Copy out all the lines of the data that hold the word "middle".

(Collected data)
════════════════

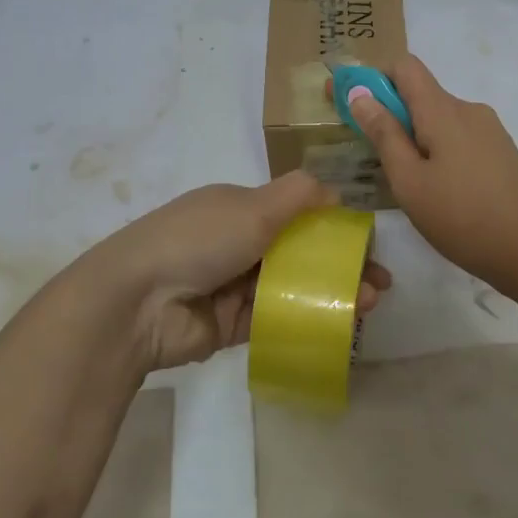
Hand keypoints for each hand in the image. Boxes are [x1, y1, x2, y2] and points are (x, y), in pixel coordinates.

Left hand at [89, 173, 389, 371]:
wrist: (138, 302)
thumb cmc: (199, 239)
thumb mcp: (253, 206)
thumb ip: (299, 195)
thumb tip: (336, 191)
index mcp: (240, 208)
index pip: (295, 213)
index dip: (333, 226)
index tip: (366, 243)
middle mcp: (239, 242)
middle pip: (300, 252)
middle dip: (340, 264)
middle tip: (379, 283)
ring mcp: (234, 285)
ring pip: (293, 287)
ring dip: (331, 292)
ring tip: (370, 304)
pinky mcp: (231, 325)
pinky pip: (277, 319)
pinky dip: (308, 319)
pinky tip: (341, 324)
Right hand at [344, 54, 517, 294]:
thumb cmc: (463, 217)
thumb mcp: (410, 181)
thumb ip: (384, 134)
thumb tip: (359, 93)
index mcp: (443, 110)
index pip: (405, 66)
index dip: (373, 78)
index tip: (350, 106)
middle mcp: (468, 109)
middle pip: (420, 94)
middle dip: (390, 115)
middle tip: (370, 157)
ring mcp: (489, 131)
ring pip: (439, 120)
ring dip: (414, 137)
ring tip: (405, 183)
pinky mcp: (501, 152)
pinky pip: (458, 138)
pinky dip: (437, 151)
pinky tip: (437, 191)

════════════════

### YOUR SOLUTION
middle mcp: (239, 242)
middle pip: (300, 252)
middle dip: (340, 264)
middle tip: (379, 283)
middle mcp: (468, 109)
middle pip: (420, 94)
middle dip: (390, 115)
middle tip: (370, 157)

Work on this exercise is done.